→ **What is required**: Return only those lines of the listing in which "Πίνδου" appears.
** Opening Records for the task block **
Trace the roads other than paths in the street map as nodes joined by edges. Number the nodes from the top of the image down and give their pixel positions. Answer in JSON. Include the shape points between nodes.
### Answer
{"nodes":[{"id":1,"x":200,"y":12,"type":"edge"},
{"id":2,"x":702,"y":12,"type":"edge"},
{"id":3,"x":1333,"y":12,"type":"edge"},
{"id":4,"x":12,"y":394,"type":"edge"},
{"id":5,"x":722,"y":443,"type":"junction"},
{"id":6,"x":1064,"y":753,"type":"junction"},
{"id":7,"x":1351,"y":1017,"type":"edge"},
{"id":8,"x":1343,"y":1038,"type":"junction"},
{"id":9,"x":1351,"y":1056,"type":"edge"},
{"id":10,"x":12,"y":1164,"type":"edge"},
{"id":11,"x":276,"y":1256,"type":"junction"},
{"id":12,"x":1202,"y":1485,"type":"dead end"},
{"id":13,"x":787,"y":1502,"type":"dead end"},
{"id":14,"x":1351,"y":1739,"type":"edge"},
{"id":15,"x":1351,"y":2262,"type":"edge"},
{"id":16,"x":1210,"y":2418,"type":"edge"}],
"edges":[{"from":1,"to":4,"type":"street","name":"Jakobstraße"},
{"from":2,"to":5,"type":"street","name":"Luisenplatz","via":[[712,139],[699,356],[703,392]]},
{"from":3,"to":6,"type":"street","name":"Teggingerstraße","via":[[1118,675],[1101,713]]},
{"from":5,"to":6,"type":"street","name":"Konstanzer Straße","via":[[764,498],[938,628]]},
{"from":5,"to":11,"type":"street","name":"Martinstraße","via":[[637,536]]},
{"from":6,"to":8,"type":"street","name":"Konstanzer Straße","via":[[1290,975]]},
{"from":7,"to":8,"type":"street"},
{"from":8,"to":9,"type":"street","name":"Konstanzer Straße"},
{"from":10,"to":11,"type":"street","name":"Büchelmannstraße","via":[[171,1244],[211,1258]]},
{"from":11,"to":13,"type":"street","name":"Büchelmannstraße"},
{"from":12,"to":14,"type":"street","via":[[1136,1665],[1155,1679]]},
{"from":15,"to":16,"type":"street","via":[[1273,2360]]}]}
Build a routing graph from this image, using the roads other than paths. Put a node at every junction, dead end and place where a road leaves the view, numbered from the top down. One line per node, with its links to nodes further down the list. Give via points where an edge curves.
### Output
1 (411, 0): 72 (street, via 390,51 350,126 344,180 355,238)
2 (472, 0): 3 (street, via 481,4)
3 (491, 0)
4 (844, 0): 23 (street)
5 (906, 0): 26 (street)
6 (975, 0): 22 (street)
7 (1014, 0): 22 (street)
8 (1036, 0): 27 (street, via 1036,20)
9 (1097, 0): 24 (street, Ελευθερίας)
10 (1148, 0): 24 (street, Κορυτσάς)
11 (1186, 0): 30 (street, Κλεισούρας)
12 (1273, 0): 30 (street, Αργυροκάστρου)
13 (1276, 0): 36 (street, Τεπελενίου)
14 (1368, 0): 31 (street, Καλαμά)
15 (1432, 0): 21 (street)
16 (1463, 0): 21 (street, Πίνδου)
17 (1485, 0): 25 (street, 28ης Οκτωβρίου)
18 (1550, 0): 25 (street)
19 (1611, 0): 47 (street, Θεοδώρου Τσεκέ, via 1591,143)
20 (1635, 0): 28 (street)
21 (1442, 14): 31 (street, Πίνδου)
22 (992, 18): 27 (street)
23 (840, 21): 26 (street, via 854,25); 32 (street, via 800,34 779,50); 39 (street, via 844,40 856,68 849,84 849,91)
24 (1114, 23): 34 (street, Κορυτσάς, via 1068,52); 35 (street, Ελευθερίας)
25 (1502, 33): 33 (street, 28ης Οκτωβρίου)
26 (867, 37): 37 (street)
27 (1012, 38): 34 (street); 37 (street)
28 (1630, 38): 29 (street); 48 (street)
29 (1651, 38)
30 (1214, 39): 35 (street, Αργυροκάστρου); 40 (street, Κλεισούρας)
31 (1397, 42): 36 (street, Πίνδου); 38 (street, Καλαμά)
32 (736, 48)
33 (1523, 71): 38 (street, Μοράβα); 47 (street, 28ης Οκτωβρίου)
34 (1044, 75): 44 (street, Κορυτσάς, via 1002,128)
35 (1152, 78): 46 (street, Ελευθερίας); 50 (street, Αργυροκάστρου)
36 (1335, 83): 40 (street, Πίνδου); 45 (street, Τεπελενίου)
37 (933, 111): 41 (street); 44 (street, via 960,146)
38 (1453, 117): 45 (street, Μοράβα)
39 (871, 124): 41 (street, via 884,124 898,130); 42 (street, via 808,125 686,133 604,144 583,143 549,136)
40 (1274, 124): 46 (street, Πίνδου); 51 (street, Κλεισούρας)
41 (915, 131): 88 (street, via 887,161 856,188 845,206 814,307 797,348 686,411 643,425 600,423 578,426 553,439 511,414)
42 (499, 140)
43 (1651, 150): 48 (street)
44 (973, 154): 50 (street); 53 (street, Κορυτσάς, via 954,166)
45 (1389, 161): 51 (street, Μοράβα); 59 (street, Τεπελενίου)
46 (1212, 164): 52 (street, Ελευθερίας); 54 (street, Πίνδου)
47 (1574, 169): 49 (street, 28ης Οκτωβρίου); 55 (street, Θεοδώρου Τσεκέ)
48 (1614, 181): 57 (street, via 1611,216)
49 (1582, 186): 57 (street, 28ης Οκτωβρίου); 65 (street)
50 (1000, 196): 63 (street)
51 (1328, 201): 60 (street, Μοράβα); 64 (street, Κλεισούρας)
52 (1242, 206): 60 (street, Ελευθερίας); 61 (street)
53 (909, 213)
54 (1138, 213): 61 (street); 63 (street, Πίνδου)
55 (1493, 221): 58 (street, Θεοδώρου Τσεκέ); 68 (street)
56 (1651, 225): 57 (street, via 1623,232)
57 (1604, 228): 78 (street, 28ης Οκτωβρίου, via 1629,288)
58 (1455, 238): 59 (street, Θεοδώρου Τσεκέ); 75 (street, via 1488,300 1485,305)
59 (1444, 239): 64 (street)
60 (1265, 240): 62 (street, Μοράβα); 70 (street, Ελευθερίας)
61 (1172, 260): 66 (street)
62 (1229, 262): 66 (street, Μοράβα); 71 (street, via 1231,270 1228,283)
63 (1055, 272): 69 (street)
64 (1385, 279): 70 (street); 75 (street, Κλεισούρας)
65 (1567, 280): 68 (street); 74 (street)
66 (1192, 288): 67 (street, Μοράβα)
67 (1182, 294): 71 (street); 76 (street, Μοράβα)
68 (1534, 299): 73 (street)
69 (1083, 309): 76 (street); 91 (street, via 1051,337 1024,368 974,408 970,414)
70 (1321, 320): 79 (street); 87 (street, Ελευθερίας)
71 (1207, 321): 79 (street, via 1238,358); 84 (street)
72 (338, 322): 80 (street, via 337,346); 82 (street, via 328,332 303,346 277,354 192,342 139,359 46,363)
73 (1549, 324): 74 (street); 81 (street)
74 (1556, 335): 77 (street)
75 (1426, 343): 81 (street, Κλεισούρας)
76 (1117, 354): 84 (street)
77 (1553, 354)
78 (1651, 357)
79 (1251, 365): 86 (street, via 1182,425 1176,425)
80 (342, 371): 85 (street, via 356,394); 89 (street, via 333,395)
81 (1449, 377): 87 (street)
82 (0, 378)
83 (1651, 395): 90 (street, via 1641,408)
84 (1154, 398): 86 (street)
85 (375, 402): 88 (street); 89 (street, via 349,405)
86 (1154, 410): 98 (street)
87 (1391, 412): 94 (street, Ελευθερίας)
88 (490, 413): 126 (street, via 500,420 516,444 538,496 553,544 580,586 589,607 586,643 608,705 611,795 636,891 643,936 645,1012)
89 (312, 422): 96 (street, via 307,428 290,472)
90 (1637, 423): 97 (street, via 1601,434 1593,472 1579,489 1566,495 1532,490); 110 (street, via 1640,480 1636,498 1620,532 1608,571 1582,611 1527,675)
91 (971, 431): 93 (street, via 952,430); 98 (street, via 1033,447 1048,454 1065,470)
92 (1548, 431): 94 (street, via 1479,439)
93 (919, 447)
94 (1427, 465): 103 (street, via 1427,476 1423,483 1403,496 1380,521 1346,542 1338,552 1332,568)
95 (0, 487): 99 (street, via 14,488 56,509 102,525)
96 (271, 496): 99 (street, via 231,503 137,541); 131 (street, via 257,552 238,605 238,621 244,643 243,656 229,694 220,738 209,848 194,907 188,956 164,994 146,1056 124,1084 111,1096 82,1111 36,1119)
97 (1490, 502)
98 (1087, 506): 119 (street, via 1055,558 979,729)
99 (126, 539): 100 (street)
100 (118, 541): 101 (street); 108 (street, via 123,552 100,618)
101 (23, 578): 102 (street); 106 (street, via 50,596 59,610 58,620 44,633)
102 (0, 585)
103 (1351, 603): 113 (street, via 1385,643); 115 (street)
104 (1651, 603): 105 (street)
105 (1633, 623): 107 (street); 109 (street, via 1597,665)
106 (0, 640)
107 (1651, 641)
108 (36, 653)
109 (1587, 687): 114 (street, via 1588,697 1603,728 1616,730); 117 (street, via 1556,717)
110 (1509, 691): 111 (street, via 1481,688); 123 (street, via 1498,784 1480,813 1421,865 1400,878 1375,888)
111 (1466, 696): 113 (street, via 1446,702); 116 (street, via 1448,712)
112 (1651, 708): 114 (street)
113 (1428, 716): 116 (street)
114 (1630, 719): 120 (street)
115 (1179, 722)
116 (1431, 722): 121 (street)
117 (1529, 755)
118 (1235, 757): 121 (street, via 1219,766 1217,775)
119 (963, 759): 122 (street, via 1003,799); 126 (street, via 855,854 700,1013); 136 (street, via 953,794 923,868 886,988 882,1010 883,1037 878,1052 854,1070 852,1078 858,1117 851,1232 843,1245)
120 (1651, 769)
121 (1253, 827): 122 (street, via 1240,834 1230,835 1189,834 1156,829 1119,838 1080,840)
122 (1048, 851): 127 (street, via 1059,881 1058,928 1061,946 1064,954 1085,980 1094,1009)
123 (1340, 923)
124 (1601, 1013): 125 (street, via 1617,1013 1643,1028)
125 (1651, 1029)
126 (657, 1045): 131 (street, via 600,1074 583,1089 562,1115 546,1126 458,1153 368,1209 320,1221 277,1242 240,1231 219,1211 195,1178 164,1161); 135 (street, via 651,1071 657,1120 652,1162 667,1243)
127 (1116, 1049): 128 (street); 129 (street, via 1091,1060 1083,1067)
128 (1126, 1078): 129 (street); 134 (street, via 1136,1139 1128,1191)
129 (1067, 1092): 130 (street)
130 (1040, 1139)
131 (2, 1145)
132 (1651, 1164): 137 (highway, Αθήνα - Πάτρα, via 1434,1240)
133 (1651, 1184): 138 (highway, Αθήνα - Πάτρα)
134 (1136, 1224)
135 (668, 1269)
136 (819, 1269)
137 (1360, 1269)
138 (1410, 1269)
** Closing Records for the task block **
→ **Solution**:
16 (1463, 0): 21 (street, Πίνδου)
21 (1442, 14): 31 (street, Πίνδου)
31 (1397, 42): 36 (street, Πίνδου); 38 (street, Καλαμά)
36 (1335, 83): 40 (street, Πίνδου); 45 (street, Τεπελενίου)
40 (1274, 124): 46 (street, Πίνδου); 51 (street, Κλεισούρας)
46 (1212, 164): 52 (street, Ελευθερίας); 54 (street, Πίνδου)
54 (1138, 213): 61 (street); 63 (street, Πίνδου)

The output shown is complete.